Data extracted from a collection

[Start of section]

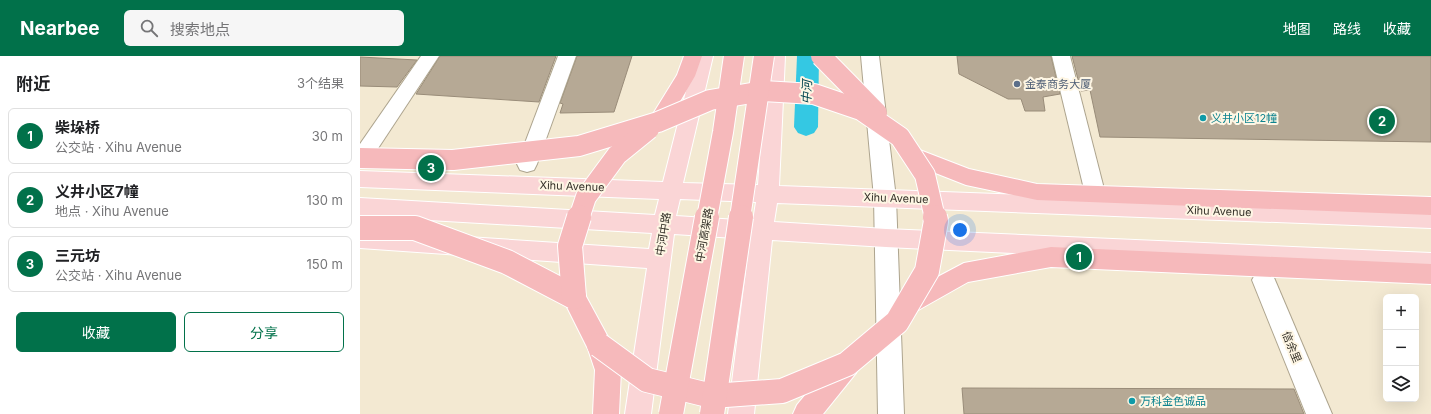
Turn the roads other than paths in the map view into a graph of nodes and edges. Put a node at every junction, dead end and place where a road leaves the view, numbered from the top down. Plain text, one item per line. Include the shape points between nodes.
1 (430, 56) edge
2 (567, 56) edge
3 (693, 56) edge
4 (704, 56) edge
5 (734, 56) edge
6 (764, 56) edge
7 (776, 56) edge
8 (821, 56) edge
9 (870, 56) edge
10 (1061, 56) edge
11 (658, 122) junction
12 (900, 137) junction
13 (912, 155) junction
14 (362, 156) edge
15 (527, 164) dead end
16 (360, 179) edge
17 (1093, 185) dead end
18 (671, 190) junction
19 (768, 193) junction
20 (885, 198) junction
21 (1431, 206) edge
22 (360, 207) edge
23 (1431, 219) edge
24 (664, 224) junction
25 (360, 228) edge
26 (762, 230) junction
27 (360, 238) edge
28 (886, 238) junction
29 (659, 259) junction
30 (1431, 263) edge
31 (1431, 274) edge
32 (1264, 280) dead end
33 (574, 297) junction
34 (906, 306) junction
35 (600, 345) junction
36 (847, 364) junction
37 (606, 414) edge
38 (638, 414) edge
39 (671, 414) edge
40 (712, 414) edge
41 (742, 414) edge
42 (806, 414) edge
43 (891, 414) edge
44 (1319, 414) edge

1 - 14 street
2 - 15 street
3 - 11 highway via 686,76
4 - 18 main road, 中河中路
5 - 39 highway, 中河高架路, bridge via 723,132
6 - 40 highway, bridge
7 - 19 main road
8 - 12 highway, bridge
9 - 20 street
10 - 17 street
11 - 12 highway, bridge via 710,100 763,91 814,94 861,110
11 - 14 highway, bridge via 579,146 453,160
11 - 33 highway, bridge via 617,155 586,197 570,246
12 - 13 highway, bridge
13 - 21 highway via 966,176 1037,192
13 - 34 highway, bridge via 925,175 936,221 927,272
16 - 18 main road, Xihu Avenue
18 - 19 main road, Xihu Avenue
18 - 24 main road, 中河中路
19 - 20 main road, Xihu Avenue
19 - 26 main road
20 - 23 main road, Xihu Avenue
20 - 28 street
22 - 24 main road
24 - 26 main road
24 - 29 main road, 中河中路
25 - 33 highway, bridge via 414,228 507,262
26 - 28 main road
26 - 41 main road
27 - 29 main road
28 - 30 main road
28 - 43 street
29 - 38 main road, 中河中路
31 - 34 highway via 1051,257 964,273
32 - 44 street, 信余里
33 - 35 highway
34 - 36 highway, bridge via 897,322
35 - 36 highway, bridge via 647,380 712,396 782,391
35 - 37 highway via 608,370
36 - 42 highway

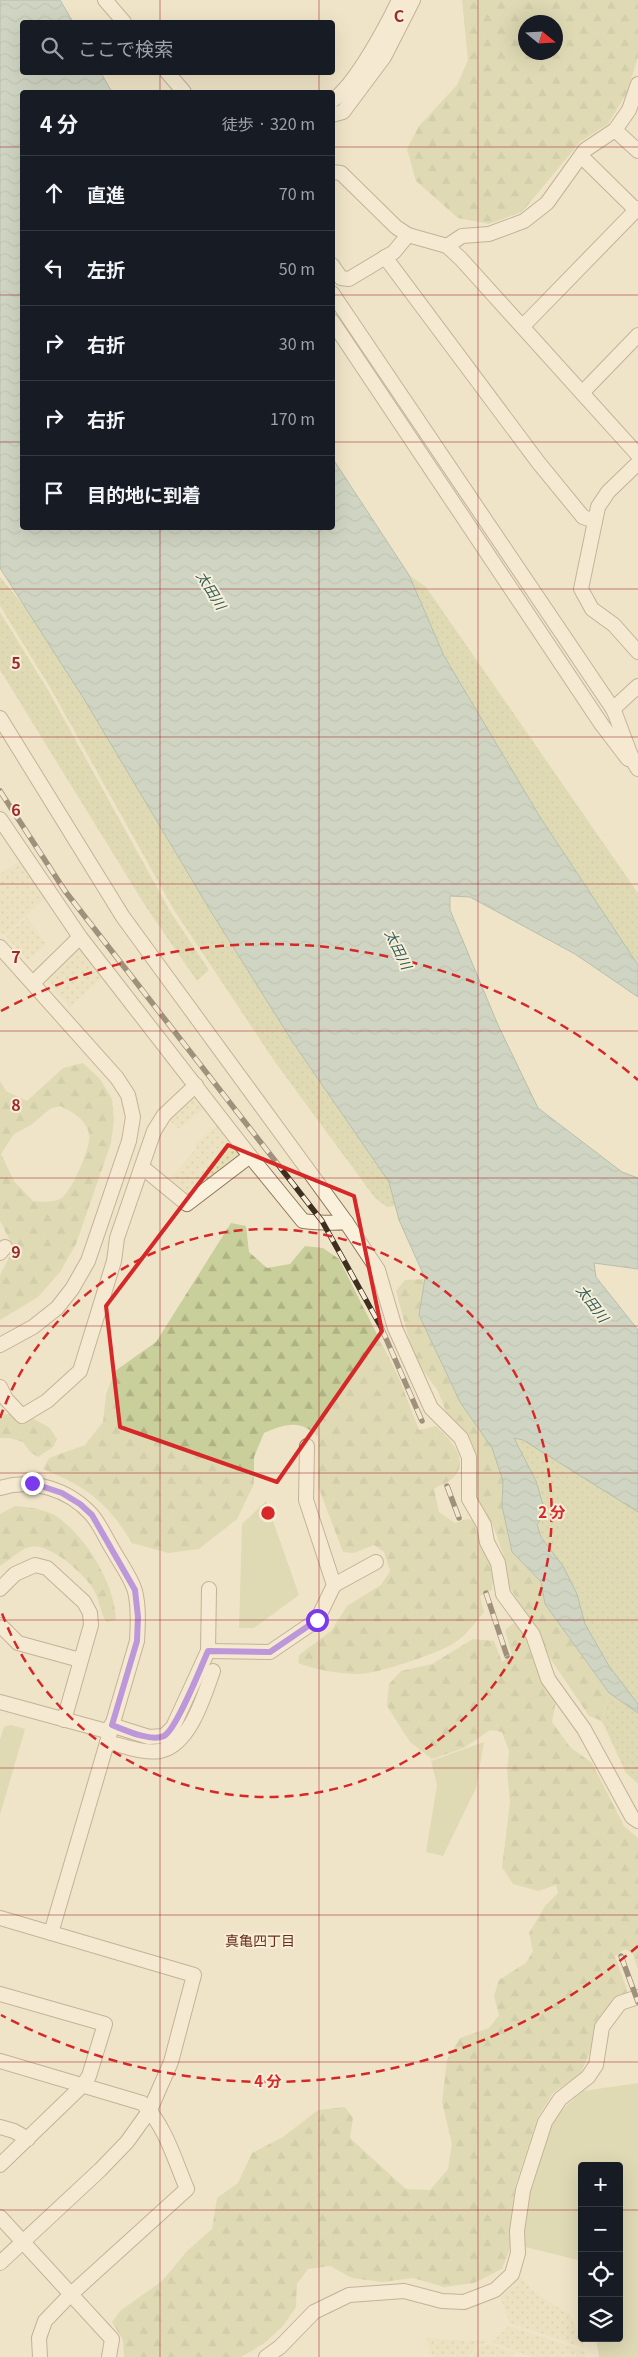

[End of section]

Lines holding "street" in the data above: copy each of them.

1 - 14 street
2 - 15 street
9 - 20 street
10 - 17 street
20 - 28 street
28 - 43 street
32 - 44 street, 信余里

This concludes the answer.